Just over a month ago I wrote about the two new managerial appointments at Burnley and Blackburn Rovers, together with the increasing merry-go-round of managers in Lancashire. Little did I know that my concluding query of whether Sean Dyche and Henning Berg would still be in charge next season would be answered only a few weeks later.
Henning Berg lasted only 8 weeks in his first job in English football. Perhaps the warnings signs were there before Berg had even managed his first game; with the need to defend his previous negative comments about the club’s foreign owners. Results and performances did little to quell the problems at the club and perhaps the hangover from previous manager Steve Kean was too much a burden for the rookie manager. A lack of organisation and fight was a constant accusation against Berg’s charges; a sure sign that he did not convince the players of his managerial qualities. A refusal to wear a Michael Jackson wig and stocking on his head at the Christmas party (I kid you not) and the poor Boxing Day performance against Middlesbrough brought a premature end to his reign after only 57 days. Not a great way to treat a one-time club legend.
A lack of passion, organisation and fight are not accusations which can be labelled to Burnley under new manager Sean Dyche. Before Dyche’s arrival at ‘The Turf’ Burnley had had only 2 clean sheets. Now it’s 8. They used to concede an average of 2.2 goals a game. Now it’s 0.8. Dyche’s tough, firm but fair mantra has breathed new life into players who had previously not featured heavily, such as Keith Treacy and the fit again Danny Ings. Youth has also been given a chance to shine with the introduction of Kevin Long and Kevin McDonald into the first team squad. Undefeated in 2013, and with key players Charlie Austin and Chris McCann to make comebacks after injury, Burnley fans will now be looking up the table towards the play-off spots rather than cautiously over their shoulders, as was the case earlier on in the season under Eddie Howe.

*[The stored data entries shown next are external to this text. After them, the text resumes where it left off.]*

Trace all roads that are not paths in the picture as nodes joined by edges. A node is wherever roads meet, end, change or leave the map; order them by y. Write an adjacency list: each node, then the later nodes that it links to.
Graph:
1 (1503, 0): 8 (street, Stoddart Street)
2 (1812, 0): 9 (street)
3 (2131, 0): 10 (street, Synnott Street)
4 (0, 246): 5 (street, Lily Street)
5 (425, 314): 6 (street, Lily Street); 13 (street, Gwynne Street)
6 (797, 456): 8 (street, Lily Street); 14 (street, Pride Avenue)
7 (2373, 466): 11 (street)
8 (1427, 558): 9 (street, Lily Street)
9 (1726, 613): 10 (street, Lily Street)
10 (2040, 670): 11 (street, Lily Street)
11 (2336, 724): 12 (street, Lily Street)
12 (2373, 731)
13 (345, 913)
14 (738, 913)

One man aiming to change the status quo will be Michael Appleton, who recently jumped the Tangerine ship to join that of the Blue and Whites. Appleton was the surprise candidate for the role, given his recent move to Blackpool and a far from convincing start to his time in charge there; he enjoyed only two victories. However, Appleton will, it seems, get the backing of a Blackburn faithful craving stability after recent turmoil.
In joining a team well lead by caretaker Gary Bowyer, who was undefeated in four games as boss, one of Appleton’s first challenges will be to get the enthusiasm and crowds back to Ewood Park. By making the most of attacking talent such as Jordan Rhodes and Josh King, Appleton should be able to do this by playing a more expansive style of football.
One thing is for sure, with the next derby only two months away, Appleton will soon get the chance to secure local bragging rights and a place in the hearts of the Blackburn fans.